We had come there for a purpose.
I tried hard not to be nervous;
But when he saw me and half-started,
My heart beat out of my chest.

He approached and kissed my hand;
Not at all what I had planned.
He was the captain of the ship;
And I, supposed to be a simple guest.

A spy was meant to blend in;
But, my companions saw a win,
And their eager nods to our captain’s invitation
Saw us that night around his dining table.

He spoke nearly to no other
And I so wished to run for cover,
For he was charming, and sweet,
And to consider harm from me, he seemed unable.

His name, he said, was Nikolai;
No other name he’d let me call him by.
And a fond familiarity with post-it note poetry
Grew over the course of the next few days.

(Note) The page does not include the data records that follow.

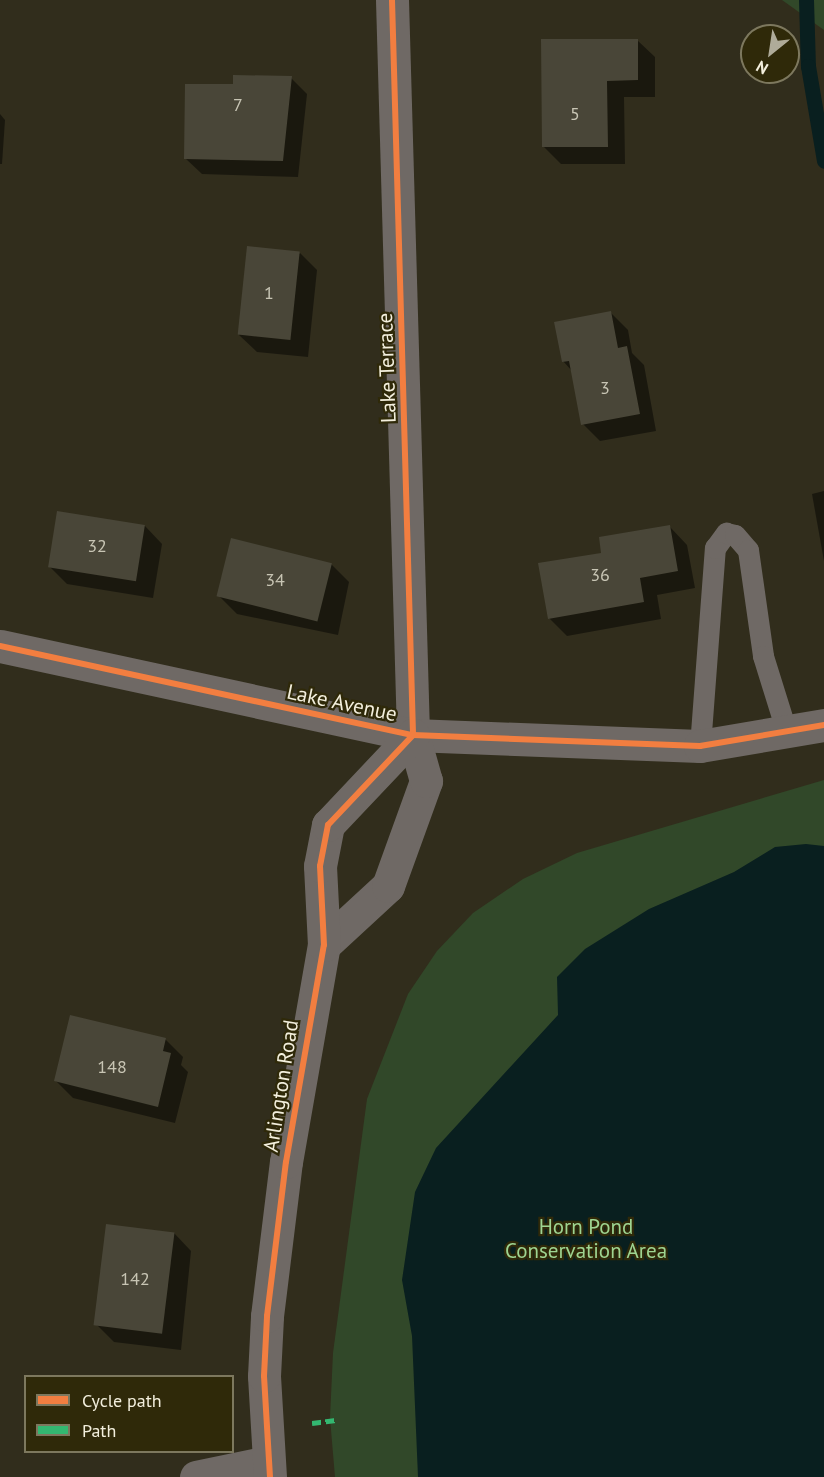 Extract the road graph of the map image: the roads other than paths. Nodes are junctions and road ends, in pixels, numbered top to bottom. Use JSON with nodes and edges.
{"nodes":[{"id":1,"x":392,"y":0,"type":"edge"},
{"id":2,"x":0,"y":646,"type":"edge"},
{"id":3,"x":824,"y":725,"type":"edge"},
{"id":4,"x":787,"y":733,"type":"junction"},
{"id":5,"x":413,"y":735,"type":"junction"},
{"id":6,"x":700,"y":746,"type":"junction"},
{"id":7,"x":324,"y":945,"type":"junction"},
{"id":8,"x":269,"y":1470,"type":"edge"},
{"id":9,"x":196,"y":1477,"type":"edge"}],
"edges":[{"from":1,"to":5,"type":"street","name":"Lake Terrace"},
{"from":2,"to":5,"type":"street","name":"Lake Avenue"},
{"from":3,"to":4,"type":"street","name":"Lake Avenue"},
{"from":4,"to":6,"type":"street","name":"Lake Avenue"},
{"from":4,"to":6,"type":"lane"},
{"from":5,"to":6,"type":"street","name":"Lake Avenue"},
{"from":5,"to":7,"type":"street","name":"Arlington Road"},
{"from":5,"to":7,"type":"street"},
{"from":7,"to":8,"type":"street","name":"Arlington Road"},
{"from":8,"to":9,"type":"street"}]} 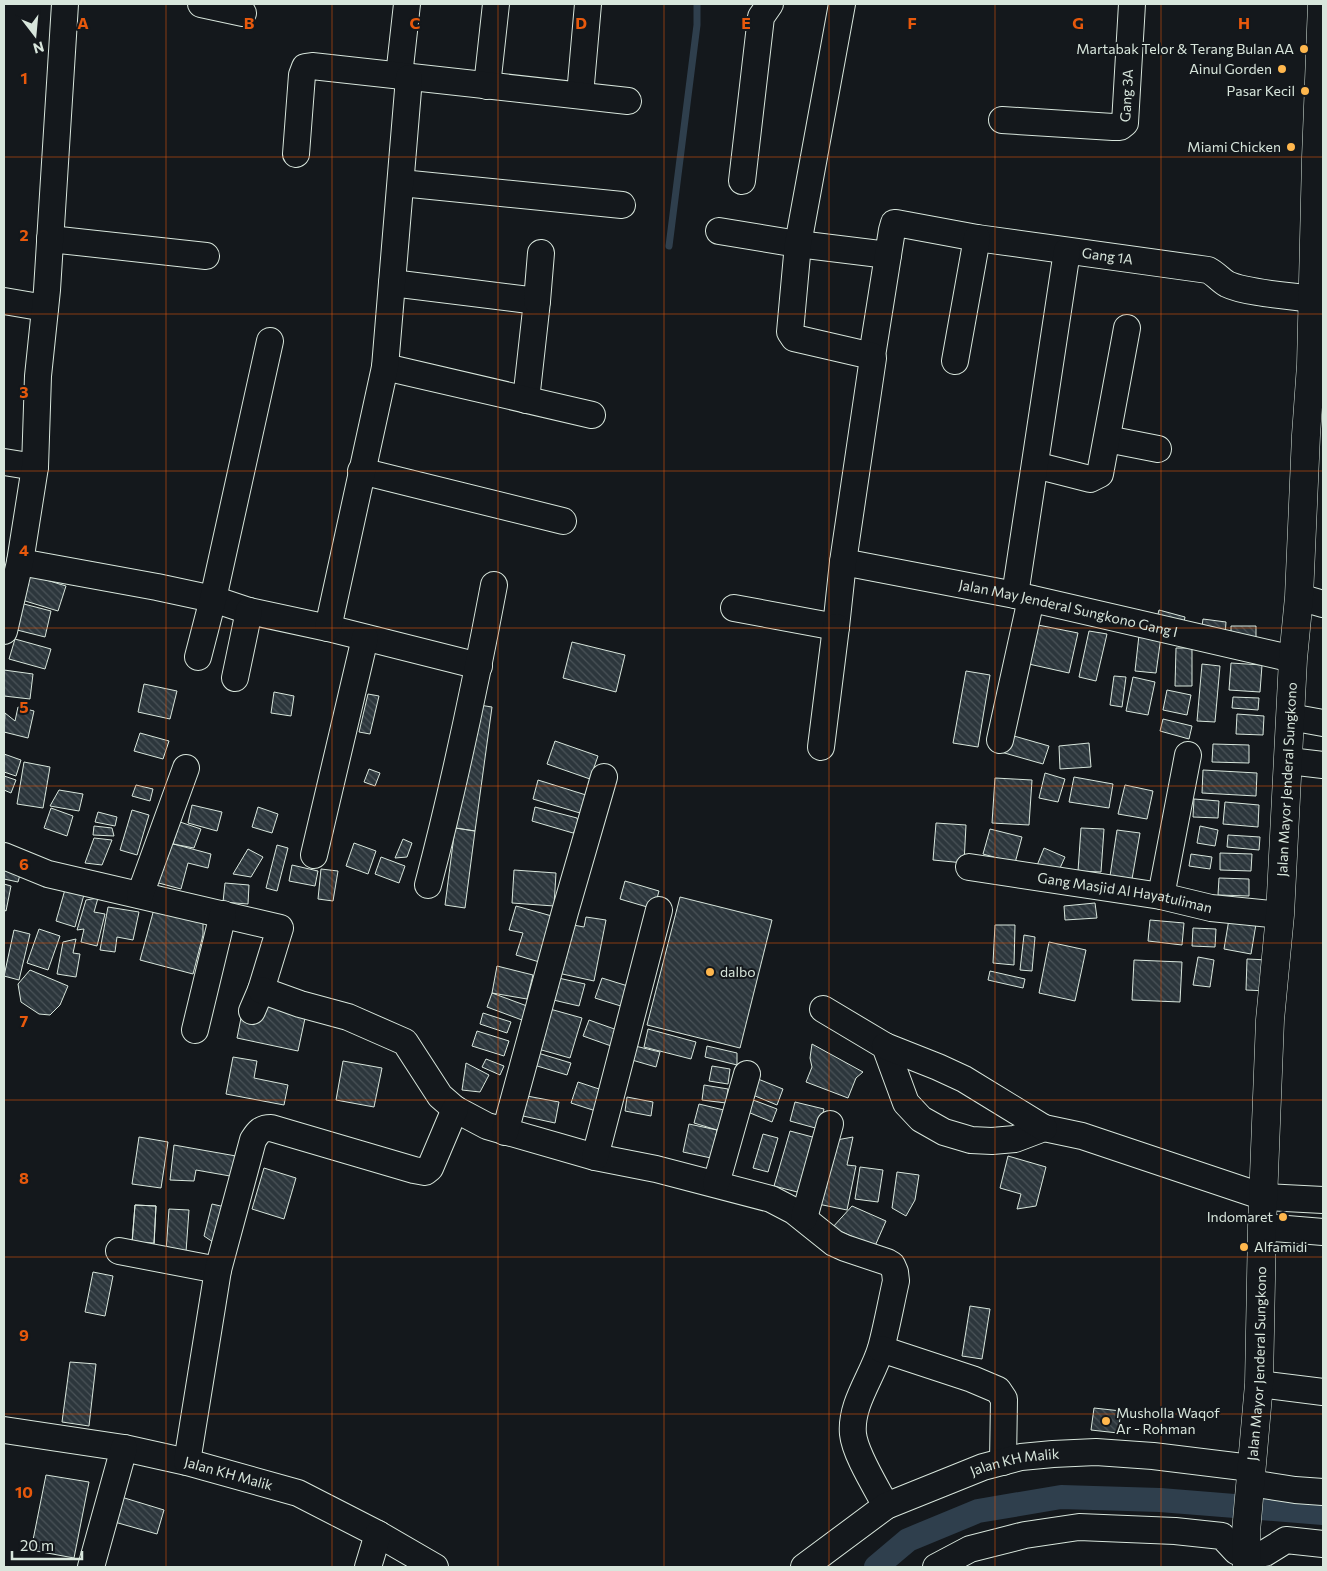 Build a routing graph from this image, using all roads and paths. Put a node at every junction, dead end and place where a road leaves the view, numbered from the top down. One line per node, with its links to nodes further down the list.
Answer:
1 (65, 4): 22 (street)
2 (201, 4): 10 (street)
3 (408, 4): 11 (street)
4 (496, 4): 12 (street)
5 (588, 4): 13 (street)
6 (770, 4): 17 (street)
7 (842, 4): 23 (street)
8 (1132, 4): 15 (street, Gang 3A)
9 (1322, 4): 29 (main road, Jalan Mayor Jenderal Sungkono)
10 (242, 13)
11 (404, 77): 12 (street); 16 (street); 18 (street)
12 (487, 86): 13 (street)
13 (580, 95): 14 (street)
14 (628, 101)
15 (1002, 120)
16 (296, 154)
17 (742, 181)
18 (402, 183): 19 (street); 28 (street)
19 (622, 205)
20 (719, 231): 23 (street)
21 (976, 238): 24 (street, Gang 1A); 26 (street, Gang 1A); 36 (street)
22 (50, 239): 27 (street); 32 (street)
23 (798, 244): 26 (street); 35 (street)
24 (1067, 250): 29 (street, Gang 1A); 45 (street)
25 (541, 253): 31 (street)
26 (888, 255): 35 (street)
27 (206, 256)
28 (392, 283): 31 (street); 38 (street)
29 (1313, 299): 37 (main road, Jalan Mayor Jenderal Sungkono)
30 (4, 301): 32 (street)
31 (537, 301): 39 (street)
32 (46, 308): 46 (street)
33 (1127, 328): 42 (street)
34 (270, 341): 53 (street)
35 (872, 356): 50 (street)
36 (955, 361)
37 (1317, 365): 41 (main road, Jalan Mayor Jenderal Sungkono)
38 (385, 367): 39 (street); 47 (street)
39 (526, 400): 40 (street)
40 (592, 415)
41 (1314, 436): 54 (main road, Jalan Mayor Jenderal Sungkono)
42 (1107, 439): 43 (street); 45 (street)
43 (1158, 449)
44 (4, 462): 46 (street)
45 (1035, 465): 52 (street)
46 (35, 467): 49 (street)
47 (361, 471): 48 (street); 58 (street)
48 (563, 521)
49 (20, 562): 53 (street); 59 (street)
50 (843, 562): 52 (street, Jalan May Jenderal Sungkono Gang I); 57 (street)
51 (494, 585): 63 (street)
52 (1023, 597): 62 (street, Jalan May Jenderal Sungkono Gang I); 67 (street)
53 (213, 599): 56 (street); 61 (street)
54 (1311, 600): 62 (main road, Jalan Mayor Jenderal Sungkono)
55 (734, 608): 57 (street)
56 (249, 610): 58 (street); 64 (street)
57 (836, 627): 68 (street)
58 (328, 628): 60 (street)
59 (4, 631)
60 (365, 638): 63 (street); 74 (street)
61 (198, 657)
62 (1293, 660): 65 (main road, Jalan Mayor Jenderal Sungkono)
63 (479, 666): 77 (street)
64 (235, 678)
65 (1290, 718): 66 (street); 70 (main road, Jalan Mayor Jenderal Sungkono)
66 (1323, 723)
67 (1000, 740)
68 (821, 747)
69 (1188, 755): 79 (street)
70 (1289, 760): 71 (street); 82 (main road, Jalan Mayor Jenderal Sungkono)
71 (1323, 766)
72 (186, 768): 78 (street)
73 (604, 777): 90 (street)
74 (314, 855)
75 (4, 856): 78 (street)
76 (969, 867): 79 (street, Gang Masjid Al Hayatuliman)
77 (428, 885)
78 (140, 895): 81 (street)
79 (1161, 896): 82 (street, Gang Masjid Al Hayatuliman)
80 (658, 910): 91 (street)
81 (223, 914): 84 (street); 87 (street)
82 (1280, 916): 93 (main road, Jalan Mayor Jenderal Sungkono)
83 (823, 1009): 85 (street)
84 (195, 1030)
85 (884, 1046): 89 (street); 89 (street)
86 (747, 1074): 92 (street)
87 (455, 1109): 90 (street); 99 (street)
88 (830, 1124): 95 (street)
89 (1044, 1128): 93 (street)
90 (505, 1132): 91 (street)
91 (595, 1157): 92 (street)
92 (716, 1184): 95 (street)
93 (1264, 1196): 94 (street); 96 (main road, Jalan Mayor Jenderal Sungkono)
94 (1323, 1200)
95 (804, 1218): 100 (street)
96 (1262, 1227): 97 (street); 101 (main road, Jalan Mayor Jenderal Sungkono)
97 (1323, 1232)
98 (119, 1251): 99 (street)
99 (218, 1270): 105 (street)
100 (880, 1349): 106 (street); 109 (street)
101 (1259, 1384): 102 (street); 107 (main road, Jalan Mayor Jenderal Sungkono)
102 (1323, 1392)
103 (4, 1430): 104 (street, Jalan KH Malik)
104 (124, 1448): 105 (street, Jalan KH Malik); 113 (street)
105 (187, 1462): 110 (street, Jalan KH Malik)
106 (1002, 1462): 107 (street, Jalan KH Malik); 109 (street, Jalan KH Malik)
107 (1250, 1481): 108 (street, Jalan KH Malik); 112 (main road, Jalan Mayor Jenderal Sungkono)
108 (1323, 1492)
109 (886, 1506): 116 (street, Jalan KH Malik)
110 (378, 1534): 114 (street); 115 (street, Jalan KH Malik)
111 (1323, 1544): 112 (street)
112 (1247, 1558): 117 (street)
113 (91, 1567)
114 (368, 1567)
115 (435, 1567)
116 (804, 1567)
117 (936, 1567)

The poems were left to me anonymous
But, they were really no less obvious
And I couldn’t help but blush and smile
Every time another came my way.

My companions, for their part
Wanted me to use his heart
And gain what we had come to get:
An edge for those we served — his enemies.

But I found that I no longer could
And so I did what I then always would,
And ran from cause and captain both:
Losing all to a choice I would not seize.


Drawn from a dream I once had, involving an interstellar civil war, an infatuated Russian spaceship captain (who left me little love poems on post-it notes, it was kind of adorable), and a choice that I refused to make — that last seeming to be a recurring character flaw of mine.